In the former post I wrote about setting up a dac for Arch(bang)linux.
But what are the results in terms of audiophile experience. How good is the end result?
My judgment is not an everyday users one but one of an audiophile that hates hard ware hokus pocus but has a very critical pair of ears and a brain full of acoustical memories.
My ideal of audio reproduction is that you forget about your music set and that you hear your music as natural and acoustic as possible. According to this my preferred musical genres are: acoustical jazz and classical music.
What I have in my head is the natural sound that you can ear in a concert hall with good acoustics (we have one in our town). Or in a smaller room or venue.
I have a Magnepan 3.5/R loudspeaker set, a Gryphon Tabu as amp and my fav cd player is a Marantz c 17 Signature. Together with a room with good acoustics this is a feast to go and sit and listen. I don't care for surround but acknowledge the advantages of well recorded high resolution sound files.
What for me makes the sound sound good:
- a natural division between lower, middle and high register sound;
- the clarity of the individual elements of the music: how do voice and piano mix for example;
-how natural is the sound stage; is it a nice continuous field or do the fall gaps or is the build of it too thin or too gross; do the diverse elements play good together or are they fighting each other.
Also important in judging hard ware is how do lesser recordings sound.
Because although a good equipment is just no better than the sound recording and you should judge a stereo set with the best possible recordings to find out what it's capable off, you also have to live with lesser sound recordings and it is important that you can listen to them without too much disappointment or irritation.
Playing digital files from my pc that runs Linux via my stereo set has been so horrendous that I avoided doing it. But I wanted to listen to my digital files of course.
After setting up the Hiface Dac as mentioned in the previous post the sound was getting better, in fact so good that wanted to listen more and more.
But not in the league with what I hear on my Marantz.
The plus of the Hiface that it presents quite a lot of detail, and is amazingly refined at times; the sound is clean without any rumblings or dominant highs or lows; the whole sound spectrum is well divided. For more intimate settings, a jazz combo, chamber music this all suffices. What it lacked in the first sessions is body; the sound stage is too fragile, not robust enough.
Especially playing orchestras or more intricate settings like opera -which btw always is quite a challenge- it really falls short. ( I found out that my Nvidia video card had some degrading effect on performance and could correct this; see former post)
Playing an old Gerald Moore recording from 1950 with Irmgard Seefried was a great and positive surprise. This seems a big advantage of this dac that sounds seldom become harsh or irritating.
Thanks to Rob of the Hifiwinkel is also was able to test out Micromega Mydac.

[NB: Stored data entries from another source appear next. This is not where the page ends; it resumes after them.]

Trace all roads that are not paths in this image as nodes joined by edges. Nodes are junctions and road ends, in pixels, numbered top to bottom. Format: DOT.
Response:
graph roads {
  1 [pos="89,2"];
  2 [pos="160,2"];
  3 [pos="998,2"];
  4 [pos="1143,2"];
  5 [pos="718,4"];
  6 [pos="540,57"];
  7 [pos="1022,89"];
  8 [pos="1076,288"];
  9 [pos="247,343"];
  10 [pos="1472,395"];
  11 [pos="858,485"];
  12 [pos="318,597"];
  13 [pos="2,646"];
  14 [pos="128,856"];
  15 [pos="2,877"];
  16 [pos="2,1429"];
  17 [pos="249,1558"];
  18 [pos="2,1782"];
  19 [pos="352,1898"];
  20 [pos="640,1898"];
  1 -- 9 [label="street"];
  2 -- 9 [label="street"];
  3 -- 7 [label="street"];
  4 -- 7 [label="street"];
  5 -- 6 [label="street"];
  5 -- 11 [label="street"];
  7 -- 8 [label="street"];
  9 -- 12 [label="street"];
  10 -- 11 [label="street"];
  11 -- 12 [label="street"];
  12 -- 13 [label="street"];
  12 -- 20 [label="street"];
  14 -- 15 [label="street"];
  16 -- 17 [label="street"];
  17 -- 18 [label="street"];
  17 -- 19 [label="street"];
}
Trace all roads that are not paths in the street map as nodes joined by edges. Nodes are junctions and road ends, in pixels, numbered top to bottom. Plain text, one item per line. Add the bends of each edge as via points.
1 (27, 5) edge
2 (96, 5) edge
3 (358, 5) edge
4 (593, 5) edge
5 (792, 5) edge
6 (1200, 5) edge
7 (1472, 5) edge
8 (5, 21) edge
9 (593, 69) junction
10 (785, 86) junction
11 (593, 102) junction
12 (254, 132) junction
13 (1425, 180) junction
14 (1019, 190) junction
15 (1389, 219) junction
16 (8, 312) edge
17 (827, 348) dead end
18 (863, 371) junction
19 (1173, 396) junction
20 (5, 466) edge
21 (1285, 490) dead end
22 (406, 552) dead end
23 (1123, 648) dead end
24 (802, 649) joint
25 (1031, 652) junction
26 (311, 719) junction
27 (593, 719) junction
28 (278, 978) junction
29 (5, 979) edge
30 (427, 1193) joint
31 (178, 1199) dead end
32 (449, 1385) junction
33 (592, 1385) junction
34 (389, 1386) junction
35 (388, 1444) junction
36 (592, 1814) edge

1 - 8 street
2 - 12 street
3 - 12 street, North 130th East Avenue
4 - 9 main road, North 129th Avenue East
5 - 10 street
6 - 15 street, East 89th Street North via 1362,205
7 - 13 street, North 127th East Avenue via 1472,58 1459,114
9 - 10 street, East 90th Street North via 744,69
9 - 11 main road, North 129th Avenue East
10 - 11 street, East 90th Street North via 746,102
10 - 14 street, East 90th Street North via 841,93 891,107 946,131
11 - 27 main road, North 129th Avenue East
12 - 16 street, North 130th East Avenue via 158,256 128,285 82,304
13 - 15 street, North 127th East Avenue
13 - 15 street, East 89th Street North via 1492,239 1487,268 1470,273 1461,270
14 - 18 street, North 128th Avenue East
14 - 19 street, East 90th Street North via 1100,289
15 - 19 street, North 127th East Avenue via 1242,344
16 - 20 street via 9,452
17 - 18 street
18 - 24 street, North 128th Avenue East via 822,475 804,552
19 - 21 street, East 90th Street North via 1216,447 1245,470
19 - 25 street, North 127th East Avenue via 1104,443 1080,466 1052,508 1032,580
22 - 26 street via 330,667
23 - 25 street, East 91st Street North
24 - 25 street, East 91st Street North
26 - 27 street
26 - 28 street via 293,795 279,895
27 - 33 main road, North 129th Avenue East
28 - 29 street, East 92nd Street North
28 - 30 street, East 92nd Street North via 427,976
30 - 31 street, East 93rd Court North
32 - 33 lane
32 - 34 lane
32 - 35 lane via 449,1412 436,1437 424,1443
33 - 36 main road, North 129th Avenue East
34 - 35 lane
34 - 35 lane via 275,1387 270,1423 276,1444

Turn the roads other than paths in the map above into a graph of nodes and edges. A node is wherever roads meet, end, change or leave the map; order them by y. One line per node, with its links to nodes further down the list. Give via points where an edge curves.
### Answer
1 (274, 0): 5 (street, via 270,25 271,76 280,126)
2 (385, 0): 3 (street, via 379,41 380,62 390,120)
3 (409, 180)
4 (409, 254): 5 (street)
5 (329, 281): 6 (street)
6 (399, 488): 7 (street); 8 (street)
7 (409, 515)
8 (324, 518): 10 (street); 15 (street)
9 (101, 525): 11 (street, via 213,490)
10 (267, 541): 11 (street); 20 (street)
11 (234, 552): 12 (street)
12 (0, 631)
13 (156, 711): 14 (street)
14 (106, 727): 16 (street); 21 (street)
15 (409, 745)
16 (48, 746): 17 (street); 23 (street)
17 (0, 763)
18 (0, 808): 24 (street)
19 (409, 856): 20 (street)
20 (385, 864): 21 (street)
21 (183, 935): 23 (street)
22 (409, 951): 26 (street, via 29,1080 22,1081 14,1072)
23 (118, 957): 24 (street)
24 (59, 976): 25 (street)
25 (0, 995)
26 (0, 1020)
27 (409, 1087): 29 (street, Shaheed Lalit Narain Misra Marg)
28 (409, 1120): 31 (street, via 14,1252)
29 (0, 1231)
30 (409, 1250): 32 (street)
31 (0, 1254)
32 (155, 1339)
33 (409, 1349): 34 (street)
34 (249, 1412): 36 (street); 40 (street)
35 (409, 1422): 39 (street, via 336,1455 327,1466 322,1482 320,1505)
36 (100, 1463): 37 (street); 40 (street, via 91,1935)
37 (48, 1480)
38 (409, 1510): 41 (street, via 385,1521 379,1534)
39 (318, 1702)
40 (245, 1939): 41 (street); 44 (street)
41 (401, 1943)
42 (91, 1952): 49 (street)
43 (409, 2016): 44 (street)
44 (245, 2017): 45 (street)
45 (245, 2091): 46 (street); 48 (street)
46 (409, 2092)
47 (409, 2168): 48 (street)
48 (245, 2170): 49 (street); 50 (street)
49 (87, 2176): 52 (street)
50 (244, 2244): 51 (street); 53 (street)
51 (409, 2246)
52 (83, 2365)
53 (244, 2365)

This dac doesn't take extreme files like the Hiface dac that goes to 32 bits/384 khz - it goes to 24/bits @192 khz but is has electrical feeding of its own and not only an to 2.0 usb connection but also can be connected via optical and coaxial connections.
I had problems getting it running because from the factory it is set on usb 1.1 and I didn't get it working before discovering this and setting it to 2.0. You don't get an usb cable with it and I choose a wrong one when I started with it (with thickenings) and you should use one without.
I wanted to use the usb connection because alsa and jack seem to provide the best sound and via usb I'm totally ignoring my own pc sound card.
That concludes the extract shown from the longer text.